Aquatic breathing will give you a wonderful combination of energy and relaxation. It works by emphasizing the out-breath and letting the in-breath do itself. Focusing on the in-breath cannot work in water. So swimming can teach runners the principle that in order to breathe in, all we need do is let enough air out. This is very useful for runners to bear in mind and if running is your discipline, you don't need to be too competitive about swimming. "With the right mental approach experiences may be encountered which are normally associated with the practice of yoga, tai chi and meditation. In the latter context, it is interesting to speculate how the art of swimming would be regarded now if hitherto unfamiliar to Western Culture, it had been introduced from the East only within the last few decades."

5. Losing weight the easy way

If you want to lose weight, swimming can help. Swimming may even be a good activity to get into before starting any other programme. This is because it can be difficult to achieve the level of gentle aerobic exercise needed either to lose weight or s tart a fitness programme when unfit. To burn fat, we need to exercise continuously, elevating our heart rate but staying well within our aerobic limits, a few times a week. If you are planning to take up running for fitness, to start with you may be unable to run long enough at the right aerobic level for weight loss: it is difficult not to overdo it. This is why GPs like to check your heart if you are over 35 and want to start running. Swimming can be a very easy way to lose weight. 20 minutes gentle breaststroke (breathing out into the water) - may elicit HR of 120 bpm while feeling like a stroll in the park. Try keeping your HR this low on a run! A real stroll in the park, on the other hand, won't give you enough of a work out.

6. Looking better

With a balanced swimming programme, almost every muscle in the body responds. "It' s great for your back, the best general all round exercise. You get a nice, even development of the whole body, arms and legs. Improving your lung capacity through aquatic breathing improves your appearance as well as your running. With better elimination of toxins, your complexion will change. Swimmers often appear fresh faced and younger than their years.

7. Letting the head lead

Horizontal movement, with your head in the water and eyes down, is a good way to learn the movement principle of the head leading the spine. Gliding is good for the back as the spine can lengthen as the head leads it forward in a fishlike way. In running for example, the head needs to lead the spine upwards, so that the spine lengthens as you move, and this idea is easier to grasp in the water. Swimming can be a relief from the challenge of being upright against gravity.

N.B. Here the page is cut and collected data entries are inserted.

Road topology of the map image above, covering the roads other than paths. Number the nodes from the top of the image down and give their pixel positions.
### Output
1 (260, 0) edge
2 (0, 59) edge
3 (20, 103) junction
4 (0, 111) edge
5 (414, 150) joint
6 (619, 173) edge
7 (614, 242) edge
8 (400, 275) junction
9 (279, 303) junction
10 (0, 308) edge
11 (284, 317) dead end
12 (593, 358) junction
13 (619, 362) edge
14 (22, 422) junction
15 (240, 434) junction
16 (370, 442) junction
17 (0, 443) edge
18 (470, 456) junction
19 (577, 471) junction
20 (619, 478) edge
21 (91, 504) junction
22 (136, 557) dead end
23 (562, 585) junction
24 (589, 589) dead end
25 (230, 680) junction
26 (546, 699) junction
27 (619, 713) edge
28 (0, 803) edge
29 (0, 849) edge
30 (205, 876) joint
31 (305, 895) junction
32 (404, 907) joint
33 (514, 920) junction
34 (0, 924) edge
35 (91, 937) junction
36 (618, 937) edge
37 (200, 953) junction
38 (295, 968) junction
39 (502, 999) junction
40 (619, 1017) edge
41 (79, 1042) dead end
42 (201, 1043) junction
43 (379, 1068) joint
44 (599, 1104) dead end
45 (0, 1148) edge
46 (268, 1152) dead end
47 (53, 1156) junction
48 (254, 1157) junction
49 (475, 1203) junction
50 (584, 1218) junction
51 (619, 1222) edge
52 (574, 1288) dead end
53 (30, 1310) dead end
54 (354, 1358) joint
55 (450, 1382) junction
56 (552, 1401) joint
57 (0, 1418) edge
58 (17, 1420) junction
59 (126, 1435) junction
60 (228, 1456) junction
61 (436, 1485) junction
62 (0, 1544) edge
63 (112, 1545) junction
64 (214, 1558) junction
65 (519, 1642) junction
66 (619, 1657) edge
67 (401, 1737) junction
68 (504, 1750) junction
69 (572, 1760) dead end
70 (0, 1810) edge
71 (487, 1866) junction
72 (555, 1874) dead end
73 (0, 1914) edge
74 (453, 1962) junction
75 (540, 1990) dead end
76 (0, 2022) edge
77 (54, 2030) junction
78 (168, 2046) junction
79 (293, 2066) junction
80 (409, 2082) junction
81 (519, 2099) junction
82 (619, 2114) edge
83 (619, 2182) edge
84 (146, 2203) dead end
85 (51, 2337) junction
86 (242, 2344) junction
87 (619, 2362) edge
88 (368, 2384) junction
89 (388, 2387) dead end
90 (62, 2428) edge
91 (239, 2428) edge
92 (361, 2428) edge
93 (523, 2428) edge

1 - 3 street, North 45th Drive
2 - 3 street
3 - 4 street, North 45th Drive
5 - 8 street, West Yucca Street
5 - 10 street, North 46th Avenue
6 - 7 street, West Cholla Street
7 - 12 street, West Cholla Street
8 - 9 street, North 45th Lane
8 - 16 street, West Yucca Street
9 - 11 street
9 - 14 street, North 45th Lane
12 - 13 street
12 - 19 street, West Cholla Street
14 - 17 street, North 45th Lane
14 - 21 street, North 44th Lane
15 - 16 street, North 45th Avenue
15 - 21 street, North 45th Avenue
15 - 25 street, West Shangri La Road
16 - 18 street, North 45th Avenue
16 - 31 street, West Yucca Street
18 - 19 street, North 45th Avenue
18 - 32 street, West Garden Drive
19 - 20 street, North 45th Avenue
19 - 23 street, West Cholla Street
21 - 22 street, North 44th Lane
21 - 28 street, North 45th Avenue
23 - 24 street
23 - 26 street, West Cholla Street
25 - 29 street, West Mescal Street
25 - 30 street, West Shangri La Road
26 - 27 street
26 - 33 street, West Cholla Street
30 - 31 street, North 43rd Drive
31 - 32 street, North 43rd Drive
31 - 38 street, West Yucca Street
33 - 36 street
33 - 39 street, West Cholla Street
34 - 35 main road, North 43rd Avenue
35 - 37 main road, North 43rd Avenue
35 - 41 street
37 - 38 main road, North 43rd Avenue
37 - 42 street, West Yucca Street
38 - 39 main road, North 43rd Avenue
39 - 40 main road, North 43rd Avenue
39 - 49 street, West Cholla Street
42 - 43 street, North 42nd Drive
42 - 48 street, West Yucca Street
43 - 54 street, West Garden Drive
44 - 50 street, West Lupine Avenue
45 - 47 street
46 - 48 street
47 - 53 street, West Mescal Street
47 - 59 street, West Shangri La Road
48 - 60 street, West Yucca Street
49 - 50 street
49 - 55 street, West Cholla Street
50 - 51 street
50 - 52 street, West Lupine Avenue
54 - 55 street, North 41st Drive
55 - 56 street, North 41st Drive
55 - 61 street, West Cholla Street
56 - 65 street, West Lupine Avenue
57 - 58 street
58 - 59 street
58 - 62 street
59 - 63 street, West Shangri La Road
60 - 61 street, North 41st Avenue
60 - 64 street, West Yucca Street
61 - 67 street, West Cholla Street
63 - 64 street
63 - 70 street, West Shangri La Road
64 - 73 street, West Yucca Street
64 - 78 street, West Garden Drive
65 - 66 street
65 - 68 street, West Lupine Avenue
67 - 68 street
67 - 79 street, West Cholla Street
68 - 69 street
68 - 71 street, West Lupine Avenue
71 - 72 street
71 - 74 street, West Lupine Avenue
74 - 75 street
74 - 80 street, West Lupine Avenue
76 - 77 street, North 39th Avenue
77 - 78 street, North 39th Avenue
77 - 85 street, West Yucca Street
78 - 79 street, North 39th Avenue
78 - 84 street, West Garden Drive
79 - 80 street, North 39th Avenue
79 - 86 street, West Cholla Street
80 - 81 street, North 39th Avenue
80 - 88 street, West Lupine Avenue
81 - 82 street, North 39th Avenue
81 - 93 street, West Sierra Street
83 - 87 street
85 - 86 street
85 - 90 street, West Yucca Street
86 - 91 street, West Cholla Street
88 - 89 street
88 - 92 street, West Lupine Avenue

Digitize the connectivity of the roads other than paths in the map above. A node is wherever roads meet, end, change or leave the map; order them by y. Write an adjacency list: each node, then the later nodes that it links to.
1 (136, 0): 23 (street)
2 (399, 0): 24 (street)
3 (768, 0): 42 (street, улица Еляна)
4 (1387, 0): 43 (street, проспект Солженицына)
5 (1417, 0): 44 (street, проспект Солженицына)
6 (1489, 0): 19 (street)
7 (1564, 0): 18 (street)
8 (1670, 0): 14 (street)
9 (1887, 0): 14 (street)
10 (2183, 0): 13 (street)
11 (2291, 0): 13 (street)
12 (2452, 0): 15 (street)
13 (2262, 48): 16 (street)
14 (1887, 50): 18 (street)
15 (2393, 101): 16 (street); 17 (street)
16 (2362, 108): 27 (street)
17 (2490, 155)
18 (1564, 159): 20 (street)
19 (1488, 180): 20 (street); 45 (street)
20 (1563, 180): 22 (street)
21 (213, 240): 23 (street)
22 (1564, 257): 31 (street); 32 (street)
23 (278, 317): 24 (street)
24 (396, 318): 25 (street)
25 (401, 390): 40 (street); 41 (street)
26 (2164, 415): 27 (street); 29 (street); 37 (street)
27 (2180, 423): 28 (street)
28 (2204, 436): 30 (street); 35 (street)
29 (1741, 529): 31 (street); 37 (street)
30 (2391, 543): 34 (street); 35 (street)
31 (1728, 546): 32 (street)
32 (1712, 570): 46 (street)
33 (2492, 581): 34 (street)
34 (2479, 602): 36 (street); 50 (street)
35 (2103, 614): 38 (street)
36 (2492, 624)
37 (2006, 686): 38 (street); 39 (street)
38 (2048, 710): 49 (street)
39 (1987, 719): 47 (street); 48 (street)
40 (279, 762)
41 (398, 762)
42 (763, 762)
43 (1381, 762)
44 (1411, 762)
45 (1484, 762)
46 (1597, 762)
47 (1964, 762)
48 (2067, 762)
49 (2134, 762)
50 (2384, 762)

8. Challenging yourself mentally

To learn a new skill in water, you have to go right back to basics and may discover all kinds of things about yourself. For example, why is there such a strong tendency to pull the arms all the way back to the hips in breaststroke instead of sculling and gliding? The process you need to go through to overcome tension patterns and instinctive responses is very useful for the brain and may give you new awareness for other sports you are practicing.